ENTRIES PROVIDED below:

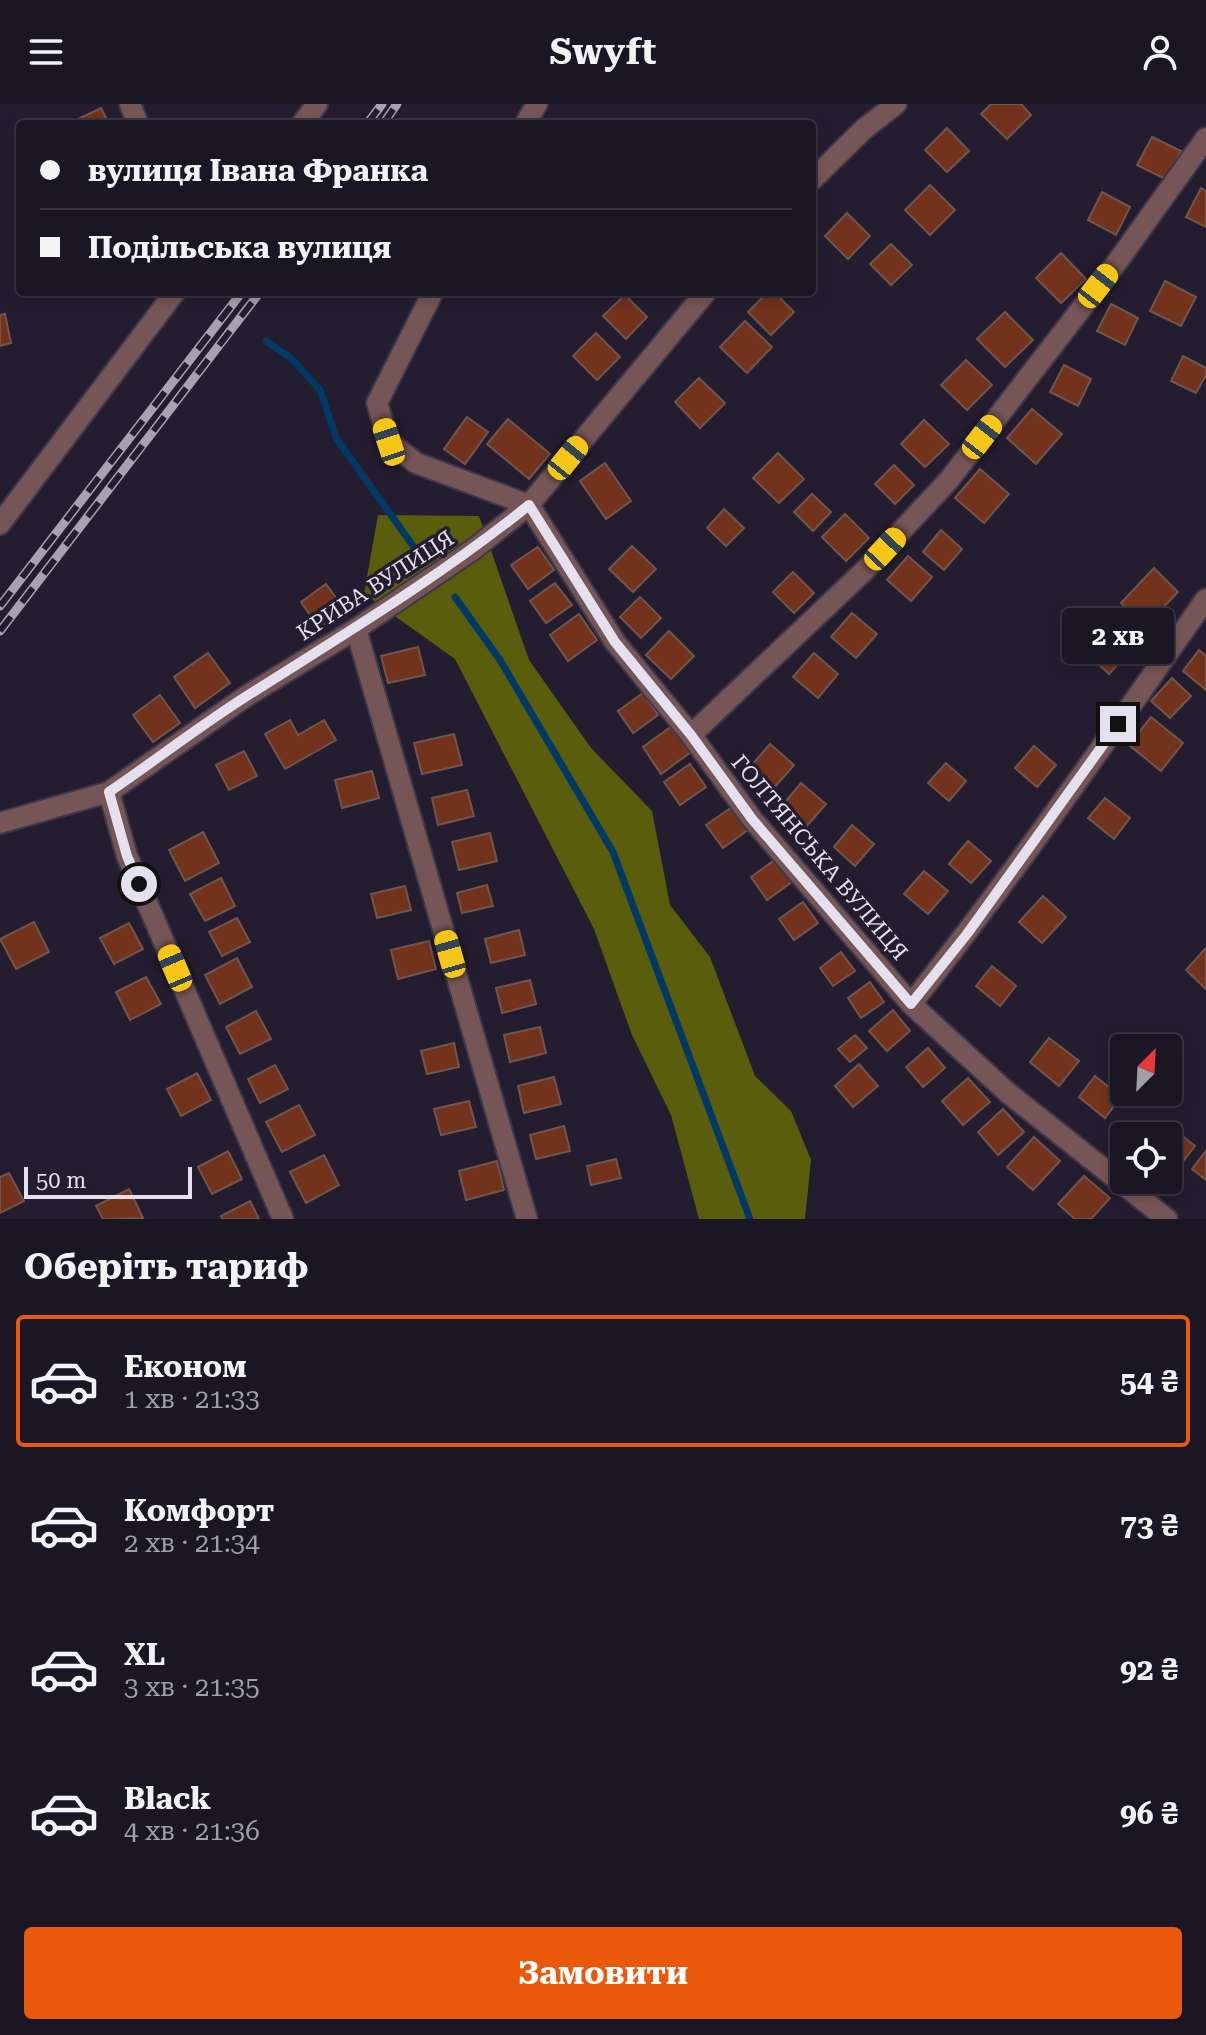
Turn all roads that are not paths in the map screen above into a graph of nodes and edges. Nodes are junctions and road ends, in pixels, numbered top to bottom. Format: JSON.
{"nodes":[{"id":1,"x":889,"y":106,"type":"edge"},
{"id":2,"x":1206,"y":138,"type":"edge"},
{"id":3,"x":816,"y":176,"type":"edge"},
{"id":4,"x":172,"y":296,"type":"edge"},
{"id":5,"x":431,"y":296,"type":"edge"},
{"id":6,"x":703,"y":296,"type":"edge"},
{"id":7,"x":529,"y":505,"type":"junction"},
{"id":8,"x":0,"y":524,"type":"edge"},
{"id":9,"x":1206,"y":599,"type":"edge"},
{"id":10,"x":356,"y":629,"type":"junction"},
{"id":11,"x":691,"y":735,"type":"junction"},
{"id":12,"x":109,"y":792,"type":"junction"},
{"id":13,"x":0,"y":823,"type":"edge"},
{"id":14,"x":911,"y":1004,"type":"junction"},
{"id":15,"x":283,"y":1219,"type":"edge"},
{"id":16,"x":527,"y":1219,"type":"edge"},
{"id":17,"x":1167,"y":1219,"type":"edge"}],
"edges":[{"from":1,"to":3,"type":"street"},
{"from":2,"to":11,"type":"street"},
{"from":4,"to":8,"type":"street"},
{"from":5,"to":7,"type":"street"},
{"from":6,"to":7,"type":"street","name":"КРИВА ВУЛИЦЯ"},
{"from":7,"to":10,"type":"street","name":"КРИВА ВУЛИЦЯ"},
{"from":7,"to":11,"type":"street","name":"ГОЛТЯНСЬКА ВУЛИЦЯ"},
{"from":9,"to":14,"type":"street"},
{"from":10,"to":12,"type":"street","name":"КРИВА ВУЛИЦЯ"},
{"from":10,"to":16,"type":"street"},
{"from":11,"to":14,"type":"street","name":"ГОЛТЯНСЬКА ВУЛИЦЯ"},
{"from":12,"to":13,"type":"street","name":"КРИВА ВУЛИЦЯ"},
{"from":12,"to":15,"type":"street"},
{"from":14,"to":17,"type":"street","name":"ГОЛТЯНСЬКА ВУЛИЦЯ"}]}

End of ENTRIES PROVIDED.

Pull out all lines of the data with the string "КРИВА".

> _SOLUTION_
{"from":6,"to":7,"type":"street","name":"КРИВА ВУЛИЦЯ"},
{"from":7,"to":10,"type":"street","name":"КРИВА ВУЛИЦЯ"},
{"from":10,"to":12,"type":"street","name":"КРИВА ВУЛИЦЯ"},
{"from":12,"to":13,"type":"street","name":"КРИВА ВУЛИЦЯ"},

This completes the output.